Andreas Gursky
Early Landscapes
April 15–June 21, 2014
London
From the moment he started making photographs to the present day, the landscape has captivated Andreas Gursky. This exhibition is the first to focus on a group of important early landscapes from the late 1980s to the early 1990s. Predating Gursky’s extensive use of digital technology, and characterised by what the artist has called an ‘extraterrestrial’ perspective, the pictures are titled simply and directly after the geographical location where they were taken.

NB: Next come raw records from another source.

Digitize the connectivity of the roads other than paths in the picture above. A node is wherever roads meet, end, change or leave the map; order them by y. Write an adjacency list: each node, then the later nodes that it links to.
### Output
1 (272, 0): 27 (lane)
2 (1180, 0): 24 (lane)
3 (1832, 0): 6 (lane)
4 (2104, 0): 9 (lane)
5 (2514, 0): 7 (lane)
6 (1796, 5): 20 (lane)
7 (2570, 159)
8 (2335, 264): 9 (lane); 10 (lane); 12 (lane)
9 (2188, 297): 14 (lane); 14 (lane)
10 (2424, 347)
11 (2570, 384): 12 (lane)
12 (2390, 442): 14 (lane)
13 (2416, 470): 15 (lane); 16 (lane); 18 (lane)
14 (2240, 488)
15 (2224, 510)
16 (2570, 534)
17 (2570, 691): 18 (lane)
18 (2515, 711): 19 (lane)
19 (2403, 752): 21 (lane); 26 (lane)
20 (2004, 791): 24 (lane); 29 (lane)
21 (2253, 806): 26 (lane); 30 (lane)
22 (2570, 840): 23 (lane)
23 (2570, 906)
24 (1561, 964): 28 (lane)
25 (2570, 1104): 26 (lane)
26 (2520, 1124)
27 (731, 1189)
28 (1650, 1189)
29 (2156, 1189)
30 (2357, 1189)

In Niagara Falls (1989), a boatload of tourists, draped in black rain gear, appears to be heading directly into a section of the falls where the white crashing water has obliterated any legible detail. If this photograph depicts a sublime landscape, Mettmann, Autobahn (1993) shows instead a calm, bucolic scene intersected by silver-grey bars. At first glance, the bars look like they were inserted into the photograph by the artist as an extreme formal gesture, but they were already at the site, integral to a Plexiglass screen that acted as a noise barrier along the motorway. Gursky noticed this interweaving of classic pastoral and utilitarian technology while driving. In Alba (1989) the landscape is similarly ageless: a river, barely a ripple in its surface and framed by a dark forest, trickles over a stony riverbed as it has for centuries. Fishermen, dwarfed by the artist’s sweeping view of the site, wade into the water.